▸ **Aim of the exercise**:
Each record needs to be retyped exactly, though its pictures should not appear.

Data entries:
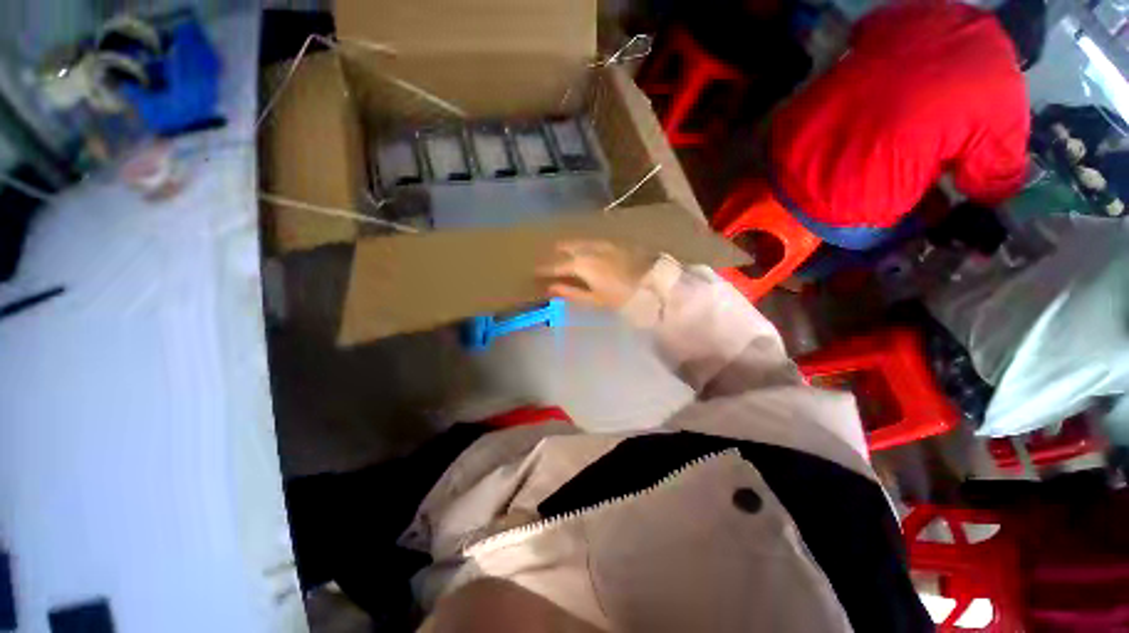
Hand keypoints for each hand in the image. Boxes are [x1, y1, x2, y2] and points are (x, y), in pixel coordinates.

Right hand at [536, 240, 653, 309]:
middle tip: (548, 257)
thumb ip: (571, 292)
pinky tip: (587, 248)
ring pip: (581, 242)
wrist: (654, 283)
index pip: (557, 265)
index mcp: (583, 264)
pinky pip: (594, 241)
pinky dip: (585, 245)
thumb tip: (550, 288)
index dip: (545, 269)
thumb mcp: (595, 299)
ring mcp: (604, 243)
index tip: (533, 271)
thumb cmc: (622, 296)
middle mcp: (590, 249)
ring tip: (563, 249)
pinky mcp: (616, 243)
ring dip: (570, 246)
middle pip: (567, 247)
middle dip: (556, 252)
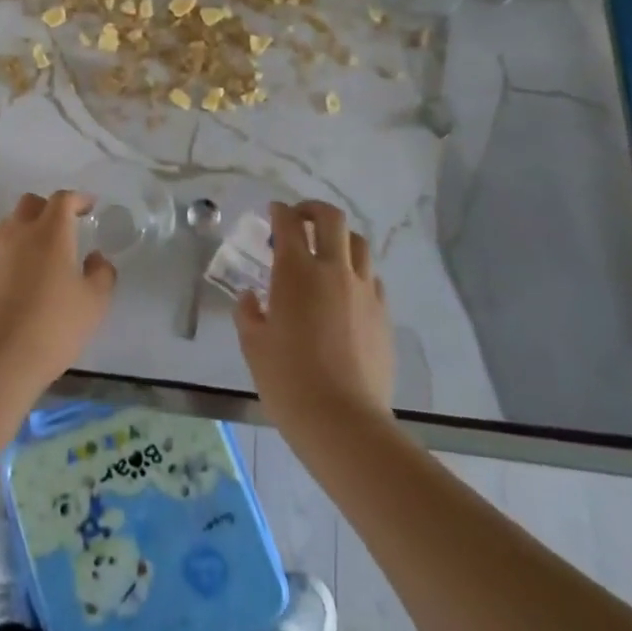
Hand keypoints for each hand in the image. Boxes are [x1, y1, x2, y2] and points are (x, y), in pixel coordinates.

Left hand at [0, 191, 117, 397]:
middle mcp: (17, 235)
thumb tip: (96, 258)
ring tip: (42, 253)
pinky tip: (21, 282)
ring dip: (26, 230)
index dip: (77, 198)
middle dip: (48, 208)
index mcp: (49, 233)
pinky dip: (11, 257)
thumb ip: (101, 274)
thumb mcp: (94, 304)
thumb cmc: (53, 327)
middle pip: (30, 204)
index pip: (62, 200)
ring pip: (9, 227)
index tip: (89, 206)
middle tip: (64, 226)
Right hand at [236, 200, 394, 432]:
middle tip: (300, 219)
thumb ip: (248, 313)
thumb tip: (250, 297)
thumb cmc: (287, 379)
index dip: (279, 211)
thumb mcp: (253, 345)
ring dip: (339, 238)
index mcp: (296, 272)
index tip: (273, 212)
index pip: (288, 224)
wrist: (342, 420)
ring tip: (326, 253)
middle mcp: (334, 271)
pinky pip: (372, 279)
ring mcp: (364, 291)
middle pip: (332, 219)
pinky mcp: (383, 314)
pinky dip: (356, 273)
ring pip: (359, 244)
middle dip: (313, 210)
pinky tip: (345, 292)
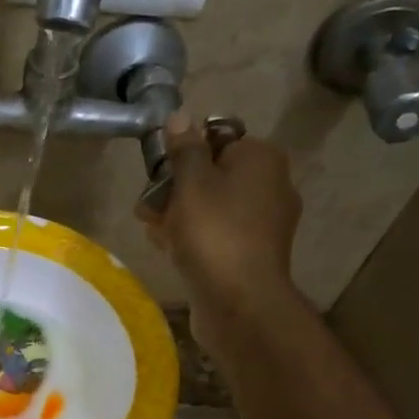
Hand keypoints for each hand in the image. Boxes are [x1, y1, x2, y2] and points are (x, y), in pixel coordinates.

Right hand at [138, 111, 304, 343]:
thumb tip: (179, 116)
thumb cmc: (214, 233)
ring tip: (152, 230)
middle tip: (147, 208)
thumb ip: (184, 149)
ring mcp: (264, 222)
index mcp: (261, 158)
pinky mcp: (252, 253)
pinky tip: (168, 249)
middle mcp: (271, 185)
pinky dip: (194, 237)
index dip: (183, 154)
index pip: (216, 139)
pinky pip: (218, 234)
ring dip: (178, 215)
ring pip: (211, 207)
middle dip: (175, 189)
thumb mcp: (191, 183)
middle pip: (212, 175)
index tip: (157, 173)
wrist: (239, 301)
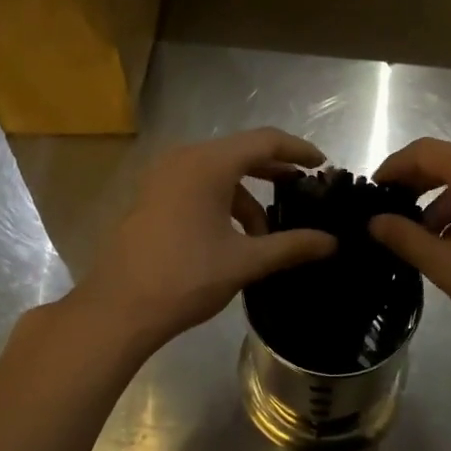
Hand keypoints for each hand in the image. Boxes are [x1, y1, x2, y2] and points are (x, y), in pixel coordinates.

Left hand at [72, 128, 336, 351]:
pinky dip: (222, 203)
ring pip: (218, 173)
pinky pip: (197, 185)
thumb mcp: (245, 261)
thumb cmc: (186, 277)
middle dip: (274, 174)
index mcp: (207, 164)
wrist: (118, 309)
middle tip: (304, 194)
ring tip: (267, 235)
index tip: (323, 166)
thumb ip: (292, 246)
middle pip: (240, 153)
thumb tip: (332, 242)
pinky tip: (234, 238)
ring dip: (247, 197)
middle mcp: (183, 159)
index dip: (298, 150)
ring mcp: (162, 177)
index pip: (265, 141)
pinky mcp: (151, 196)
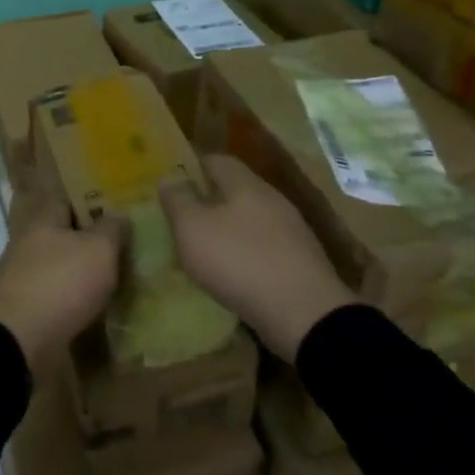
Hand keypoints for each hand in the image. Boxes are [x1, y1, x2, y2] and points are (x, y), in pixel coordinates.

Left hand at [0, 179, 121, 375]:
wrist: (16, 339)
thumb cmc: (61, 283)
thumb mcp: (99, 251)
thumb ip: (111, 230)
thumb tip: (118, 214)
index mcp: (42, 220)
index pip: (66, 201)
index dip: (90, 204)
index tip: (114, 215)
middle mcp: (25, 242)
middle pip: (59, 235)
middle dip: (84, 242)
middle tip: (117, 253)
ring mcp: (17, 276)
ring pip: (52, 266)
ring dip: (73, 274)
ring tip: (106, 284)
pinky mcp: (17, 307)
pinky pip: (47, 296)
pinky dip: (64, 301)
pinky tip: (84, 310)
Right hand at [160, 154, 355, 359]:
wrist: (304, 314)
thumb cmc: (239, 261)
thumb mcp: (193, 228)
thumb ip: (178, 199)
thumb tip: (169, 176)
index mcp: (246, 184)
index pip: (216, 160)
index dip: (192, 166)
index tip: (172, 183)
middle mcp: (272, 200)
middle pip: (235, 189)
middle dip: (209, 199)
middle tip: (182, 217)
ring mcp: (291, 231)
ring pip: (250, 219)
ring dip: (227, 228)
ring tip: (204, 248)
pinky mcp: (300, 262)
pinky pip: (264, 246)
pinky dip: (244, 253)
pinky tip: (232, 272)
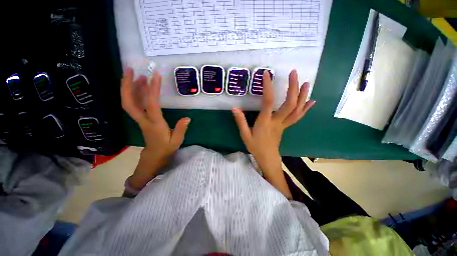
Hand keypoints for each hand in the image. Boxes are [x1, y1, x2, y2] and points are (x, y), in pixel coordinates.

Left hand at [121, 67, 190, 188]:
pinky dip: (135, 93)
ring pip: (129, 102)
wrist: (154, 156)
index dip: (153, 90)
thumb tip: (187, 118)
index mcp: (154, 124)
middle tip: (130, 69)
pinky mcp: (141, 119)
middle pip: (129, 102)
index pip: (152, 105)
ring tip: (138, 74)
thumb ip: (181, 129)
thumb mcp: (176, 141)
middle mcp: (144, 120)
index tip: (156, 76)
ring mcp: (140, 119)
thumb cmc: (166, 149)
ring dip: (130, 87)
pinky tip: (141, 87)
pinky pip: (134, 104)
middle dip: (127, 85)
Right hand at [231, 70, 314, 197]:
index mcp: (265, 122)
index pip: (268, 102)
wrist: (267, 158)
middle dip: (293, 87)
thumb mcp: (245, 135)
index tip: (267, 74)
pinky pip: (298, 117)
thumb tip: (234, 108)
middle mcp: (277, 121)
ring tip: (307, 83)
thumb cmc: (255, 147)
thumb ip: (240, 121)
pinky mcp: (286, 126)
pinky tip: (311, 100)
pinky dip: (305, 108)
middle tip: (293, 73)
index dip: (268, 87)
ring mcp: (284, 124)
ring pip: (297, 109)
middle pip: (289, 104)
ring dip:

▸ **Solution to the problem**:
Hand keypoints for each hand in the image. Boxes are [x1, y1, x2, y2] and points are (x, y), in pixel coordinates.

Right hand at [536, 240, 653, 309]:
middle tip: (548, 257)
thumb ip: (571, 292)
pinky tip: (587, 248)
ring pip: (581, 242)
wrist: (654, 283)
index pip: (557, 265)
index mcp: (583, 264)
pinky pip: (594, 241)
pinky dip: (585, 245)
thumb tip: (550, 288)
index dip: (545, 269)
thumb mcp: (595, 299)
ring mcp: (604, 243)
index tip: (533, 271)
thumb cmc: (622, 296)
middle mcp: (590, 249)
ring tip: (563, 249)
pinky mcp: (616, 243)
ring dip: (570, 246)
middle pip: (567, 247)
middle dip: (556, 252)
Hand keypoints for each hand in the image. Boxes are [x1, y1, x2, y2] and points are (x, y), in pixel coordinates.

Left hand at [0, 191, 117, 397]:
middle mcp: (17, 235)
thumb tip: (96, 258)
ring tip: (42, 253)
pinky tip: (21, 282)
ring dip: (26, 230)
index dip: (77, 198)
middle dip: (48, 208)
index mcp: (49, 233)
pinky dip: (11, 257)
thumb ip: (101, 274)
thumb mcp: (94, 304)
thumb cmc: (53, 327)
middle pip: (30, 204)
index pip: (62, 200)
ring pip: (9, 227)
index tip: (89, 206)
middle tip: (64, 226)
Right hand at [236, 200, 394, 432]:
middle tip: (300, 219)
thumb ip: (248, 313)
thumb tip: (250, 297)
thumb cmc: (287, 379)
index dip: (279, 211)
thumb mcp: (253, 345)
ring dip: (339, 238)
index mcp: (296, 272)
index tip: (273, 212)
index pip: (288, 224)
wrist: (342, 420)
ring tip: (326, 253)
middle mcp: (334, 271)
pinky pip: (372, 279)
ring mcp: (364, 291)
middle pip: (332, 219)
pinky mcp: (383, 314)
pinky dip: (356, 273)
ring pip: (359, 244)
middle dip: (313, 210)
pinky tip: (345, 292)
Hand keypoints for each hand in the image. Boxes are [x1, y1, x2, y2] and points are (x, y), in pixel coordinates.

Right hand at [138, 111, 304, 343]:
thumb tip: (179, 116)
thumb cmc: (214, 233)
ring tip: (152, 230)
middle tip: (147, 208)
thumb ip: (184, 149)
ring mcp: (264, 222)
index mcp: (261, 158)
pinky mcp: (252, 253)
pinky tip: (168, 249)
middle mcp: (271, 185)
pinky dip: (194, 237)
index dip: (183, 154)
index pip: (216, 139)
pinky pip: (218, 234)
ring dip: (178, 215)
ring pip: (211, 207)
middle dip: (175, 189)
thumb mcp: (191, 183)
middle pip: (212, 175)
index tip: (157, 173)
wrist: (239, 301)
Hand keypoints for each hand in the image. Boxes are [x1, y1, x2, y2] and points are (x, y), in pixel coordinates.

Left hand at [72, 128, 336, 351]:
pinky dip: (222, 203)
ring pip: (218, 173)
pinky pip: (197, 185)
thumb mcp: (245, 261)
thumb cmc: (186, 277)
middle dip: (274, 174)
index mcp: (207, 164)
wrist: (118, 309)
middle tip: (304, 194)
ring tip: (267, 235)
index tip: (323, 166)
thumb ip: (292, 246)
middle pip: (240, 153)
thumb tip: (332, 242)
pinky tip: (234, 238)
ring dip: (247, 197)
middle mcp: (183, 159)
index dip: (298, 150)
ring mcp: (162, 177)
index pip: (265, 141)
pinky mcp: (151, 196)
Hand keypoints for each hand in the image. Boxes are [x1, y1, x2, y2] and points are (x, y), in pixel coordinates.

Left hand at [0, 179, 121, 375]:
wrist: (16, 339)
thumb cmc: (61, 283)
thumb mcp: (99, 251)
thumb ip: (111, 230)
thumb tip: (118, 214)
index mcp: (42, 220)
index pip: (66, 201)
index dip: (90, 204)
index tip: (114, 215)
middle mcp: (25, 242)
middle pip: (59, 235)
middle dip: (84, 242)
middle tip: (117, 253)
ring mcp: (17, 276)
ring pip: (52, 266)
ring dip: (73, 274)
ring tip: (106, 284)
pinky mcp: (17, 307)
pinky pip: (47, 296)
pinky dip: (64, 301)
pinky tip: (84, 310)
Right hand at [160, 154, 355, 359]:
wrist: (304, 314)
thumb cmc: (239, 261)
thumb mcp: (193, 228)
thumb ip: (178, 199)
thumb tip: (169, 176)
index mcp: (246, 184)
index pip: (216, 160)
index dip: (192, 166)
index tip: (172, 183)
middle mcp: (272, 200)
middle pip: (235, 189)
middle dip: (209, 199)
middle tip: (182, 217)
ring mcp: (291, 231)
ring pip: (250, 219)
ring dip: (227, 228)
ring tip: (204, 248)
pinky mcp: (300, 262)
pinky pip: (264, 246)
pinky dip: (244, 253)
pinky tip: (232, 272)
Hand keypoints for each hand in the image. Boxes are [x1, y1, x2, y2] and points are (x, y), in pixel coordinates.

Left hand at [121, 67, 190, 188]:
pinky dip: (135, 93)
ring pip: (129, 102)
wrist: (154, 156)
index dip: (153, 90)
thumb tip: (187, 118)
index mcp: (154, 124)
middle tip: (130, 69)
pinky mcp: (141, 119)
middle pip: (129, 102)
index pip: (152, 105)
ring tip: (138, 74)
thumb ip: (181, 129)
thumb mcp: (176, 141)
middle mcp: (144, 120)
index tip: (156, 76)
ring mcp: (140, 119)
thumb cmc: (166, 149)
ring dip: (130, 87)
pinky tip: (141, 87)
pinky pip: (134, 104)
middle dip: (127, 85)
Right hand at [231, 70, 314, 197]:
index mcp: (265, 122)
index pip: (268, 102)
wrist: (267, 158)
middle dip: (293, 87)
thumb mcp: (245, 135)
index tip: (267, 74)
pinky pip: (298, 117)
thumb tip: (234, 108)
middle mcp: (277, 121)
ring tip: (307, 83)
thumb cmc: (255, 147)
thumb ip: (240, 121)
pinky mcp: (286, 126)
pinky tip: (311, 100)
pinky dip: (305, 108)
middle tip: (293, 73)
index dip: (268, 87)
ring mcp: (284, 124)
ring pip: (297, 109)
middle pip: (289, 104)
ring dip:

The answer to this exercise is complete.